** Dataset follows **
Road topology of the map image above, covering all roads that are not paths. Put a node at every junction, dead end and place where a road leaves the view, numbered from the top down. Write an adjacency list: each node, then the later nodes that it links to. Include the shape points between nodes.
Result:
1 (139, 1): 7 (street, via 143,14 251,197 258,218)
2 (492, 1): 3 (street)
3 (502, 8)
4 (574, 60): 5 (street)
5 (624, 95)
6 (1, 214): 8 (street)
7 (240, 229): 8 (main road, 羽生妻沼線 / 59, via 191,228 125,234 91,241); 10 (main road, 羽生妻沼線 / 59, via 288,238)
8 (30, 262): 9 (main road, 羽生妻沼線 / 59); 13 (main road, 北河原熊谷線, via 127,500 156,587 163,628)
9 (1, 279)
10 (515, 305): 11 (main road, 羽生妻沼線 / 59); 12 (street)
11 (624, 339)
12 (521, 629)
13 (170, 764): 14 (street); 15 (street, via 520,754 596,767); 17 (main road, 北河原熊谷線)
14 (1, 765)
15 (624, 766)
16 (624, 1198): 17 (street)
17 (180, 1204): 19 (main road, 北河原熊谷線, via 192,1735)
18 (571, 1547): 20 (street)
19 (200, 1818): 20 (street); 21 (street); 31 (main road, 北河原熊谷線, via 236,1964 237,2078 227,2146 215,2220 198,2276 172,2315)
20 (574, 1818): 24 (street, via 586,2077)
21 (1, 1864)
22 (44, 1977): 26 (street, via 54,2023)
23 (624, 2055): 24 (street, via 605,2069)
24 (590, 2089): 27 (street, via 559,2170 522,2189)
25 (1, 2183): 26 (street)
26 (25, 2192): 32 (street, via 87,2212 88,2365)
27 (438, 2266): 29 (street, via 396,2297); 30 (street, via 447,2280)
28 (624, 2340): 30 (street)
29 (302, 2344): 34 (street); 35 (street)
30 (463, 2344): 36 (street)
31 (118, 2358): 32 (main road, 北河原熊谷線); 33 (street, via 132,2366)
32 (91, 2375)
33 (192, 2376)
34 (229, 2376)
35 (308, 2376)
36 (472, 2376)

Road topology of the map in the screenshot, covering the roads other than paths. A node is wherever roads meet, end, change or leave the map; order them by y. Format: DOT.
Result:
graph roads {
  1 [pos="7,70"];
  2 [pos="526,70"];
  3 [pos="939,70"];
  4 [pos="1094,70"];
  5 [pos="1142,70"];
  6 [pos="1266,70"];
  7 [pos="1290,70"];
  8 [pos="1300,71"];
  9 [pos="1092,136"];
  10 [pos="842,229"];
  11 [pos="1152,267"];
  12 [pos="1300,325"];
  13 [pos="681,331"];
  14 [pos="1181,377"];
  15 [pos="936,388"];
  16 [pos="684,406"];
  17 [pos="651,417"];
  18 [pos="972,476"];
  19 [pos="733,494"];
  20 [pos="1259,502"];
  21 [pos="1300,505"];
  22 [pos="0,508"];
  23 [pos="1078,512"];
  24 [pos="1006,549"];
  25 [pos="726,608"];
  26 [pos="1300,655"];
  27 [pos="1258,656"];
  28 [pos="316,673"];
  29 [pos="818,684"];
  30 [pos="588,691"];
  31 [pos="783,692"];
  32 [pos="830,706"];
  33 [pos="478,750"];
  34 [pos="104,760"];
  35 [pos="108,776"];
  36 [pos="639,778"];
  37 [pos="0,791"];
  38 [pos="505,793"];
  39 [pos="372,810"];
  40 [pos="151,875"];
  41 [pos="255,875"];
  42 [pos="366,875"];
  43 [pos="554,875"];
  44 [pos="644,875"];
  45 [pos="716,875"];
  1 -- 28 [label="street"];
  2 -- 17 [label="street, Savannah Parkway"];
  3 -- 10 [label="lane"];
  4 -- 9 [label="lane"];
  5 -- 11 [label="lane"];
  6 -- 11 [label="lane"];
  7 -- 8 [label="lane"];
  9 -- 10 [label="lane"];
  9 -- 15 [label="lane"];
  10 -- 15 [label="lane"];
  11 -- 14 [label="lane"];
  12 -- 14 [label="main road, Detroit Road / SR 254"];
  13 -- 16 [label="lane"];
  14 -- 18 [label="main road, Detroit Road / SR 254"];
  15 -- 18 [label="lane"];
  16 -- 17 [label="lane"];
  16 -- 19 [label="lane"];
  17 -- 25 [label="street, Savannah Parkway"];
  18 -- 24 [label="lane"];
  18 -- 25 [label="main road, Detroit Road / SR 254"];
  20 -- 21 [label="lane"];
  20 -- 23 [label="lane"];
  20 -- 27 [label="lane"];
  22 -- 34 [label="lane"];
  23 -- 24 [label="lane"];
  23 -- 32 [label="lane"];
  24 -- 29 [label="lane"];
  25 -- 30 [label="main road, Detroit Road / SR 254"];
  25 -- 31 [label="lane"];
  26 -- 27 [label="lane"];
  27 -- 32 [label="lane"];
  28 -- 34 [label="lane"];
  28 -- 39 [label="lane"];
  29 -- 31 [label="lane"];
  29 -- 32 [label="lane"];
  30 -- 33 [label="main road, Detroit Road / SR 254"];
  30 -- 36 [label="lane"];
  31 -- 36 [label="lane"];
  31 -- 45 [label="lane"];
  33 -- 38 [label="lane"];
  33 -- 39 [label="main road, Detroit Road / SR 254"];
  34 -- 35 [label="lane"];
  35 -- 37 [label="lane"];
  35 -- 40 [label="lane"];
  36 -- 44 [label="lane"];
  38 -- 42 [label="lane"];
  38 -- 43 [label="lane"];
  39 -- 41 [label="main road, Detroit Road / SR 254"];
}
** End of Dataset **
> [Required action]
An exact reproduction of all the entries, complete to the last line, is needed.

> [Output for this task]
Road topology of the map image above, covering all roads that are not paths. Put a node at every junction, dead end and place where a road leaves the view, numbered from the top down. Write an adjacency list: each node, then the later nodes that it links to. Include the shape points between nodes.
Result:
1 (139, 1): 7 (street, via 143,14 251,197 258,218)
2 (492, 1): 3 (street)
3 (502, 8)
4 (574, 60): 5 (street)
5 (624, 95)
6 (1, 214): 8 (street)
7 (240, 229): 8 (main road, 羽生妻沼線 / 59, via 191,228 125,234 91,241); 10 (main road, 羽生妻沼線 / 59, via 288,238)
8 (30, 262): 9 (main road, 羽生妻沼線 / 59); 13 (main road, 北河原熊谷線, via 127,500 156,587 163,628)
9 (1, 279)
10 (515, 305): 11 (main road, 羽生妻沼線 / 59); 12 (street)
11 (624, 339)
12 (521, 629)
13 (170, 764): 14 (street); 15 (street, via 520,754 596,767); 17 (main road, 北河原熊谷線)
14 (1, 765)
15 (624, 766)
16 (624, 1198): 17 (street)
17 (180, 1204): 19 (main road, 北河原熊谷線, via 192,1735)
18 (571, 1547): 20 (street)
19 (200, 1818): 20 (street); 21 (street); 31 (main road, 北河原熊谷線, via 236,1964 237,2078 227,2146 215,2220 198,2276 172,2315)
20 (574, 1818): 24 (street, via 586,2077)
21 (1, 1864)
22 (44, 1977): 26 (street, via 54,2023)
23 (624, 2055): 24 (street, via 605,2069)
24 (590, 2089): 27 (street, via 559,2170 522,2189)
25 (1, 2183): 26 (street)
26 (25, 2192): 32 (street, via 87,2212 88,2365)
27 (438, 2266): 29 (street, via 396,2297); 30 (street, via 447,2280)
28 (624, 2340): 30 (street)
29 (302, 2344): 34 (street); 35 (street)
30 (463, 2344): 36 (street)
31 (118, 2358): 32 (main road, 北河原熊谷線); 33 (street, via 132,2366)
32 (91, 2375)
33 (192, 2376)
34 (229, 2376)
35 (308, 2376)
36 (472, 2376)

Road topology of the map in the screenshot, covering the roads other than paths. A node is wherever roads meet, end, change or leave the map; order them by y. Format: DOT.
Result:
graph roads {
  1 [pos="7,70"];
  2 [pos="526,70"];
  3 [pos="939,70"];
  4 [pos="1094,70"];
  5 [pos="1142,70"];
  6 [pos="1266,70"];
  7 [pos="1290,70"];
  8 [pos="1300,71"];
  9 [pos="1092,136"];
  10 [pos="842,229"];
  11 [pos="1152,267"];
  12 [pos="1300,325"];
  13 [pos="681,331"];
  14 [pos="1181,377"];
  15 [pos="936,388"];
  16 [pos="684,406"];
  17 [pos="651,417"];
  18 [pos="972,476"];
  19 [pos="733,494"];
  20 [pos="1259,502"];
  21 [pos="1300,505"];
  22 [pos="0,508"];
  23 [pos="1078,512"];
  24 [pos="1006,549"];
  25 [pos="726,608"];
  26 [pos="1300,655"];
  27 [pos="1258,656"];
  28 [pos="316,673"];
  29 [pos="818,684"];
  30 [pos="588,691"];
  31 [pos="783,692"];
  32 [pos="830,706"];
  33 [pos="478,750"];
  34 [pos="104,760"];
  35 [pos="108,776"];
  36 [pos="639,778"];
  37 [pos="0,791"];
  38 [pos="505,793"];
  39 [pos="372,810"];
  40 [pos="151,875"];
  41 [pos="255,875"];
  42 [pos="366,875"];
  43 [pos="554,875"];
  44 [pos="644,875"];
  45 [pos="716,875"];
  1 -- 28 [label="street"];
  2 -- 17 [label="street, Savannah Parkway"];
  3 -- 10 [label="lane"];
  4 -- 9 [label="lane"];
  5 -- 11 [label="lane"];
  6 -- 11 [label="lane"];
  7 -- 8 [label="lane"];
  9 -- 10 [label="lane"];
  9 -- 15 [label="lane"];
  10 -- 15 [label="lane"];
  11 -- 14 [label="lane"];
  12 -- 14 [label="main road, Detroit Road / SR 254"];
  13 -- 16 [label="lane"];
  14 -- 18 [label="main road, Detroit Road / SR 254"];
  15 -- 18 [label="lane"];
  16 -- 17 [label="lane"];
  16 -- 19 [label="lane"];
  17 -- 25 [label="street, Savannah Parkway"];
  18 -- 24 [label="lane"];
  18 -- 25 [label="main road, Detroit Road / SR 254"];
  20 -- 21 [label="lane"];
  20 -- 23 [label="lane"];
  20 -- 27 [label="lane"];
  22 -- 34 [label="lane"];
  23 -- 24 [label="lane"];
  23 -- 32 [label="lane"];
  24 -- 29 [label="lane"];
  25 -- 30 [label="main road, Detroit Road / SR 254"];
  25 -- 31 [label="lane"];
  26 -- 27 [label="lane"];
  27 -- 32 [label="lane"];
  28 -- 34 [label="lane"];
  28 -- 39 [label="lane"];
  29 -- 31 [label="lane"];
  29 -- 32 [label="lane"];
  30 -- 33 [label="main road, Detroit Road / SR 254"];
  30 -- 36 [label="lane"];
  31 -- 36 [label="lane"];
  31 -- 45 [label="lane"];
  33 -- 38 [label="lane"];
  33 -- 39 [label="main road, Detroit Road / SR 254"];
  34 -- 35 [label="lane"];
  35 -- 37 [label="lane"];
  35 -- 40 [label="lane"];
  36 -- 44 [label="lane"];
  38 -- 42 [label="lane"];
  38 -- 43 [label="lane"];
  39 -- 41 [label="main road, Detroit Road / SR 254"];
}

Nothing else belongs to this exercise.